DATA FOR REVIEW START

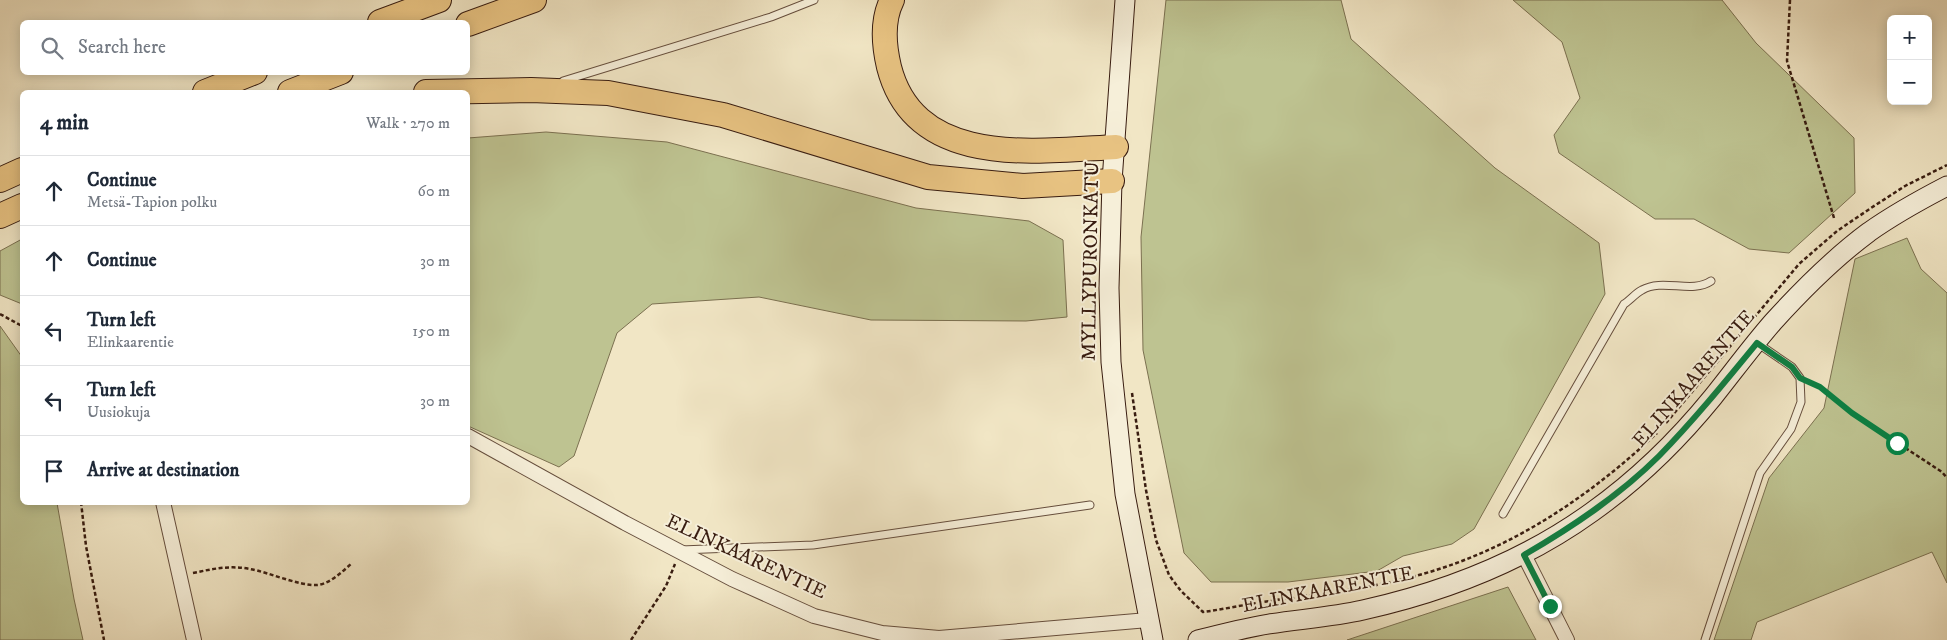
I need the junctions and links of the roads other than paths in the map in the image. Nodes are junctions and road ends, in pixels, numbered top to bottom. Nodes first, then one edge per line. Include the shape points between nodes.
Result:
1 (534, 0) edge
2 (814, 0) edge
3 (892, 0) edge
4 (1125, 0) edge
5 (430, 2) edge
6 (385, 20) edge
7 (470, 23) edge
8 (248, 75) edge
9 (333, 75) edge
10 (210, 90) edge
11 (295, 90) edge
12 (531, 90) junction
13 (470, 91) edge
14 (1116, 147) junction
15 (20, 171) edge
16 (0, 180) edge
17 (1112, 181) junction
18 (1947, 186) edge
19 (20, 207) edge
20 (0, 216) edge
21 (1711, 281) dead end
22 (1757, 343) junction
23 (470, 437) edge
24 (164, 505) edge
25 (1090, 505) dead end
26 (1503, 514) dead end
27 (678, 551) junction
28 (1524, 555) junction
29 (1148, 620) junction
30 (194, 640) edge
31 (1153, 640) edge
32 (1198, 640) edge
33 (1567, 640) edge
34 (1705, 640) edge

1 - 7 highway
2 - 12 lane via 689,43
3 - 14 highway via 887,10 885,32 891,75 900,95 934,130 982,148 1017,151
4 - 14 street, MYLLYPURONKATU
5 - 6 highway
8 - 10 highway
9 - 11 highway
12 - 13 highway
12 - 17 highway via 608,94 723,115 928,177 1023,186
14 - 17 street, MYLLYPURONKATU
15 - 16 highway
17 - 29 street, MYLLYPURONKATU via 1109,288 1112,362 1125,494
18 - 22 street, ELINKAARENTIE via 1869,232 1797,296
19 - 20 highway
21 - 26 lane via 1703,286 1667,285 1643,289 1624,304
22 - 28 street, ELINKAARENTIE via 1711,399 1646,468 1593,512
22 - 34 lane via 1792,367 1800,378 1801,402 1791,429 1760,473
23 - 27 street, ELINKAARENTIE
24 - 30 street
25 - 27 lane via 814,545
27 - 29 street, ELINKAARENTIE via 814,616 882,634 939,638
28 - 32 street, ELINKAARENTIE via 1412,598 1364,610 1269,624
28 - 33 street
29 - 31 street, MYLLYPURONKATU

DATA FOR REVIEW END

EXERCISE GOAL:
Any pictures should be dropped; transcribe the rest of the records above exactly.

ANSWER AREA:
I need the junctions and links of the roads other than paths in the map in the image. Nodes are junctions and road ends, in pixels, numbered top to bottom. Nodes first, then one edge per line. Include the shape points between nodes.
Result:
1 (534, 0) edge
2 (814, 0) edge
3 (892, 0) edge
4 (1125, 0) edge
5 (430, 2) edge
6 (385, 20) edge
7 (470, 23) edge
8 (248, 75) edge
9 (333, 75) edge
10 (210, 90) edge
11 (295, 90) edge
12 (531, 90) junction
13 (470, 91) edge
14 (1116, 147) junction
15 (20, 171) edge
16 (0, 180) edge
17 (1112, 181) junction
18 (1947, 186) edge
19 (20, 207) edge
20 (0, 216) edge
21 (1711, 281) dead end
22 (1757, 343) junction
23 (470, 437) edge
24 (164, 505) edge
25 (1090, 505) dead end
26 (1503, 514) dead end
27 (678, 551) junction
28 (1524, 555) junction
29 (1148, 620) junction
30 (194, 640) edge
31 (1153, 640) edge
32 (1198, 640) edge
33 (1567, 640) edge
34 (1705, 640) edge

1 - 7 highway
2 - 12 lane via 689,43
3 - 14 highway via 887,10 885,32 891,75 900,95 934,130 982,148 1017,151
4 - 14 street, MYLLYPURONKATU
5 - 6 highway
8 - 10 highway
9 - 11 highway
12 - 13 highway
12 - 17 highway via 608,94 723,115 928,177 1023,186
14 - 17 street, MYLLYPURONKATU
15 - 16 highway
17 - 29 street, MYLLYPURONKATU via 1109,288 1112,362 1125,494
18 - 22 street, ELINKAARENTIE via 1869,232 1797,296
19 - 20 highway
21 - 26 lane via 1703,286 1667,285 1643,289 1624,304
22 - 28 street, ELINKAARENTIE via 1711,399 1646,468 1593,512
22 - 34 lane via 1792,367 1800,378 1801,402 1791,429 1760,473
23 - 27 street, ELINKAARENTIE
24 - 30 street
25 - 27 lane via 814,545
27 - 29 street, ELINKAARENTIE via 814,616 882,634 939,638
28 - 32 street, ELINKAARENTIE via 1412,598 1364,610 1269,624
28 - 33 street
29 - 31 street, MYLLYPURONKATU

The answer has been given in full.